Just because someone interprets my likeness to be sexual,
does not mean my likeness is sexual and
does not mean my likeness is less than any "non sexual" likeness.
Simply said, a "sexual" product is not worth any less than a non sexual one. The idea that a sexual content is less than any other form of content is derived from patriarchal violence.
There is no boss. There is no pimp. There is no dollar sign. The problem has never been sex work. The problem has always been capitalism. One can make claims that sex work is exploitative, however, capitalism is also exploitative. "Voluntary" sex work is not exploitative. Sex work with no bosses or pimps is not exploitative. Bosses and pimps are the capital owners of sex work. However, I put voluntary in quotes, because like every other form of work, work is not voluntary if we need it to survive. If we need it for paychecks.
I WANT TO MAKE THIS CLEAR: SEXUAL VIOLENCE LIKE SEX TRAFFICING IS NOT SEX WORK.
The foricibly subjection/coerision of people to make sexual content for little to no money is not sex work, it is sexual violence.

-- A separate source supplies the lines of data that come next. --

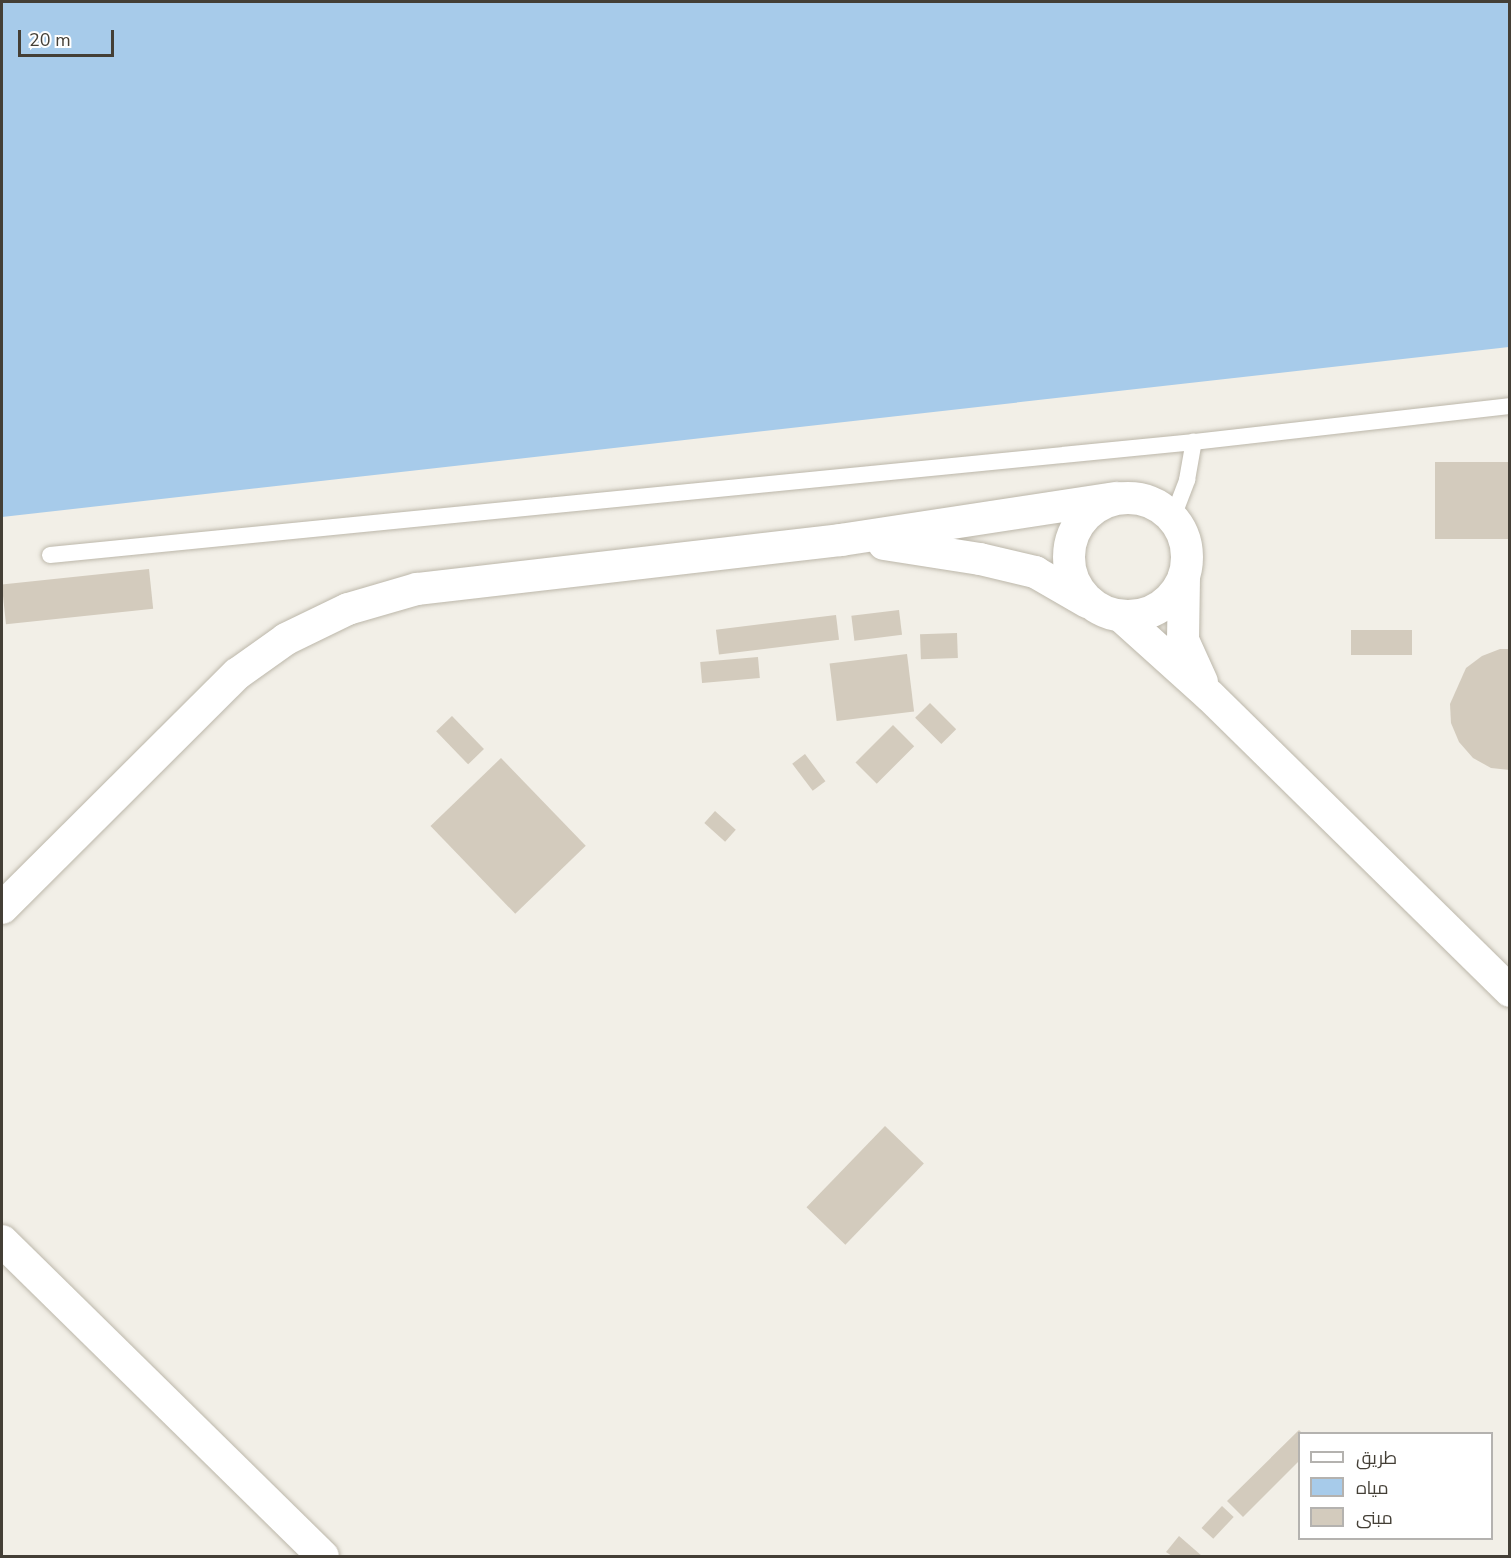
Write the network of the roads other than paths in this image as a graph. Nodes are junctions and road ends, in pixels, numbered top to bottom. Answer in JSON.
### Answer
{"nodes":[{"id":1,"x":1509,"y":406,"type":"edge"},
{"id":2,"x":1194,"y":442,"type":"junction"},
{"id":3,"x":1116,"y":498,"type":"junction"},
{"id":4,"x":1173,"y":517,"type":"junction"},
{"id":5,"x":841,"y":540,"type":"junction"},
{"id":6,"x":50,"y":555,"type":"dead end"},
{"id":7,"x":1184,"y":578,"type":"junction"},
{"id":8,"x":1107,"y":611,"type":"junction"},
{"id":9,"x":1210,"y":696,"type":"junction"},
{"id":10,"x":2,"y":908,"type":"edge"},
{"id":11,"x":1509,"y":991,"type":"edge"},
{"id":12,"x":2,"y":1241,"type":"edge"},
{"id":13,"x":323,"y":1557,"type":"edge"}],
"edges":[{"from":1,"to":2,"type":"lane"},
{"from":2,"to":4,"type":"lane"},
{"from":2,"to":6,"type":"lane"},
{"from":3,"to":4,"type":"street"},
{"from":3,"to":5,"type":"street"},
{"from":3,"to":8,"type":"street"},
{"from":4,"to":7,"type":"street"},
{"from":5,"to":8,"type":"street"},
{"from":5,"to":10,"type":"street"},
{"from":7,"to":8,"type":"street"},
{"from":7,"to":9,"type":"street"},
{"from":8,"to":9,"type":"street"},
{"from":9,"to":11,"type":"street"},
{"from":12,"to":13,"type":"street"}]}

Much like the foricible subjection/coerision of people to do a job is not "work", but a form of abuse/"wage" slavery.
There is no work. I want a society that does not contain "work". Work is inherently exploitative. If in order to live a flourishing life in your society, I *must* sell my soul to a boss, I do not want to live in your society. If I need to work in order to keep myself fed and have a roof over my head, then I don't want to live in your society. We do not *need* work, similar to the idea that there is no "dream job". We do not dream of labor. We dream of doing what we love.
I want to contribute to society by doing the thing I love most, not because I'm motivated by the need to have money to keep myself alive.
"How would xxx function if work doesn't exist?" "If people already have all their needs met then how would you get people to do the "dirty" jobs?" Maybe I'm optimistic, but I've always been passionate about math. I've always been passionate about teaching others. These are jobs often associated with capitalism. But I would continue to do this "boring job" even if I wasn't paid. Because I genuinely enjoy it. Maybe I'm an extremely passionate undergraduate. But many of my friends are exactly the same way. They genuinely enjoy what they are learning. So how would mechanical engineers exists in a moneyless society? I know a few Chole's that would continue to be mechanical engineers even if they weren't paid for it.
"Sex work" will still continue to exist in leftist society. But work will not exist. People will still make "sexual content", much like how people like me will still make mathematical proofs. Just this time, without the external pressures of needing a paycheck to make sure I can buy groceries. People will still make sex work, just without the boss or pimp, just like how I will make mathematical models without the boss breathing down my neck.
There is overlap between the capitalistic porn industry (ie all the big name porn production websites) and sexual/patriarchal violence (being centered about cis men, and often abusive and exploitative). And there is also overlap between capitalistic industries that are non sexual (ie the average 9-5 job), and sexual/patriarchal violence (once again centered around cis men, and workplace sexual harassment). The problem is the pimp/boss, not the product itself. There is a problem of certain people feeling the need to become sex workers in order to make ends meet. Just like there is a problem of people needing a second or third job in order to make ends meet. Some people do sex work for the money, just like how many people do their job for the money. All workers are exploited. And all products are built upon patriarchal violence, thus all products cater to that oppression. The sex tape for the male gaze to consume and make a profit off of is no different than the excel sheet for the man to consume and make a profit off of.
So "sex work won't exist under communism" yes and no. Sex work will exist but "work" will not. Not all sex work (just like regular work) is a product of patriarchal violence, if we abolish the patriarchy and capitalism, true non explorative "work" (including sex work) will be achieved.